La messe de ce dimanche 15 septembre 2019 à 9 heures 30 minutes a été présidée par le Père Longin NTIRANYIBAGIRA accompagné de Père Marcien NDAYIZEYE et de deux de trois futurs diacres et a été animée par la chorale Sancta Maria qui célébrait son quinzième anniversaire au service de la louange. On le remarquera d’ailleurs plus tard au moment de l’offertoire quand le vice-président de la chorale a offert une bougie et une choriste qui a débuté avec cette dernière un bouquet de fleurs à la Vierge Marie en guise de remerciement. 

Après avoir salué l’autel par une inclination profonde pour exprimer leur vénération, les deux pères ont ensuite baisé l’autel et Père Longin a encensé l’autel. Lorsque le chant d’entrée est fini, le célébrant, debout à son siège, afait le signe de la croix avec toute l’assemblée. Il a annoncé aux fidèles que ce dimanche, l’église entière célèbre la fete de Notre Dame des douleurs mais que le Sanctuaire marial la célèbrera ce lundi 16 septembre à 17 heures au Sanctuaire.

La première lecture, suivie du psaume responsorial qui fait partie intégrante de la liturgie de la Parole, a été tirée du livre de l’Exode et la deuxième lecture de la première lettre de saint Paul apôtre à Timothée et l’évangile de Jésus Christ selon saint Luc que les fidèles ont acclamé à sa fin en reconnaissance que le Christ leur parle.

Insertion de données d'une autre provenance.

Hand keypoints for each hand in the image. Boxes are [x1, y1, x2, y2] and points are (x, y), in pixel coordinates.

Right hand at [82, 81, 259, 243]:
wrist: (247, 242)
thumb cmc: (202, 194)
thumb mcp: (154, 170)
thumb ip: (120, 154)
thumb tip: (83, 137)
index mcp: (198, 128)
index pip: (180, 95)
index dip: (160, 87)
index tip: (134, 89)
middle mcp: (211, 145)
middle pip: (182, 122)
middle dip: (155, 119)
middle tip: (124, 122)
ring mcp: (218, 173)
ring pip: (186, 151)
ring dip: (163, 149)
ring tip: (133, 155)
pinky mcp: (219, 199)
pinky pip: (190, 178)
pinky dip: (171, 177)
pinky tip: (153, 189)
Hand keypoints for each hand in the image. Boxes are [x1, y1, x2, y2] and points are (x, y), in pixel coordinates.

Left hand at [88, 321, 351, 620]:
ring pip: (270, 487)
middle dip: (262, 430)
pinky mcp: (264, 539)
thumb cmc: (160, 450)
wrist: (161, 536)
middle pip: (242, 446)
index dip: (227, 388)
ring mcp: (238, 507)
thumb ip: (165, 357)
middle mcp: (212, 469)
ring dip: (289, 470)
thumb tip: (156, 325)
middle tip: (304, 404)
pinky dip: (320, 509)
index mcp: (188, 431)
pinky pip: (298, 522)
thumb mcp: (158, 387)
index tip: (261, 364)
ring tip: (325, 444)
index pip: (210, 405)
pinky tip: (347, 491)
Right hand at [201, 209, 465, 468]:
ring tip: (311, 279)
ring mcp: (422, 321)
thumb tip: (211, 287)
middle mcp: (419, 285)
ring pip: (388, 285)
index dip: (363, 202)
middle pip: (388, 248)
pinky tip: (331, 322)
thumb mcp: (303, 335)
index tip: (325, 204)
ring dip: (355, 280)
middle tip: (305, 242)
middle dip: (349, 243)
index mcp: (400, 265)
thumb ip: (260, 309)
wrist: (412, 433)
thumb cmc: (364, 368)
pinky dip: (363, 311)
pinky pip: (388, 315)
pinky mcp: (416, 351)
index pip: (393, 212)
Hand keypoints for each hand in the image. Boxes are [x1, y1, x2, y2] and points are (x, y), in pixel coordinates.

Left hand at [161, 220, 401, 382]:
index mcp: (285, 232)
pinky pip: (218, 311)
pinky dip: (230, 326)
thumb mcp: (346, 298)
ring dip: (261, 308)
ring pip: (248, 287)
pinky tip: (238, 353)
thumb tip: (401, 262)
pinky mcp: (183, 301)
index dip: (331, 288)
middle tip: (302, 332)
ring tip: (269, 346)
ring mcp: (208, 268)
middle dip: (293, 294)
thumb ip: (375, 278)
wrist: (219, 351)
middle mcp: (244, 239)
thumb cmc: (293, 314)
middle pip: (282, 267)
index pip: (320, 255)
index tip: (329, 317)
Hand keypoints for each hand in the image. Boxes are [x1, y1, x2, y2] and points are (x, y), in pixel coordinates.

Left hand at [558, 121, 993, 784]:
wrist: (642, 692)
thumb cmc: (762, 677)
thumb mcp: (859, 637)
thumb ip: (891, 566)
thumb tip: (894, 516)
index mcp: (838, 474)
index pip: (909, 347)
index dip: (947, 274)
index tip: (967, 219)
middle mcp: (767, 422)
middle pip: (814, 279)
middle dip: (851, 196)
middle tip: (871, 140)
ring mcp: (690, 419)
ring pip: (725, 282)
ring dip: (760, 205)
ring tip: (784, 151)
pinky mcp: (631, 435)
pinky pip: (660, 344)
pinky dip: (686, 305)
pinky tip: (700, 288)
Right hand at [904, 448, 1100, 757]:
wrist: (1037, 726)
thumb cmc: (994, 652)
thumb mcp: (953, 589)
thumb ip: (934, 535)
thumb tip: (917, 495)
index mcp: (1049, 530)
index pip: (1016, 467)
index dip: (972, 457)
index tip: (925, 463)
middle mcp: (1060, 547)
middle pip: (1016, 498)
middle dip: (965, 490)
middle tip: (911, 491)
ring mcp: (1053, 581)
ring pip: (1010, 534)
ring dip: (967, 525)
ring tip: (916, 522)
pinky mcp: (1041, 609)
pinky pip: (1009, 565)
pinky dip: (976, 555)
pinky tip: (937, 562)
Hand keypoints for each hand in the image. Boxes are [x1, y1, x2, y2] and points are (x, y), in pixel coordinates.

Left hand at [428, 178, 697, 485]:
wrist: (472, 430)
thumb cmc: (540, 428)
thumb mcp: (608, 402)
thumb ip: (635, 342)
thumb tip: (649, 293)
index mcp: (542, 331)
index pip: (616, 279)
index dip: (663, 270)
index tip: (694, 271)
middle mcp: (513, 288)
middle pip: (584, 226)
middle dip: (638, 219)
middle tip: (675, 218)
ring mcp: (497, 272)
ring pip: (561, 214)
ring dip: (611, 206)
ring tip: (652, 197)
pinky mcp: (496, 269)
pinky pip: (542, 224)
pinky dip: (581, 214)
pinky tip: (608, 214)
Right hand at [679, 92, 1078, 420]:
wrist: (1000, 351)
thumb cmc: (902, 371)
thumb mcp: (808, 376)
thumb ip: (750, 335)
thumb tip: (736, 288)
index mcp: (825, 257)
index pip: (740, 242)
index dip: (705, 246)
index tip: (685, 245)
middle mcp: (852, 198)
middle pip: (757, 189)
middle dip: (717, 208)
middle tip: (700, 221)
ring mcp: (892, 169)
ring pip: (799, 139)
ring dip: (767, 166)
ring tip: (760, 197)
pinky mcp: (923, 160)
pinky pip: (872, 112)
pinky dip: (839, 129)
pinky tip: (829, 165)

Le Prédicateur a subdivisé, dans son homélie, l’évangile du jour en trois parties. Celle de la brebis perdue, celle de la pièce d’argent perdue et enfin celle de l’enfant parti dévoré tous ses biens avec des prostituées qui finira par revenir chez son père. La première lecon a tiré de cet évangile, a déclaré Père Longin, concerne la réaction des humains quand ils viennent de perdre quelque chose. Au lieu de dire je viens de perdre quelque chose, ils disent : « on vient de me voler quelque chose ». 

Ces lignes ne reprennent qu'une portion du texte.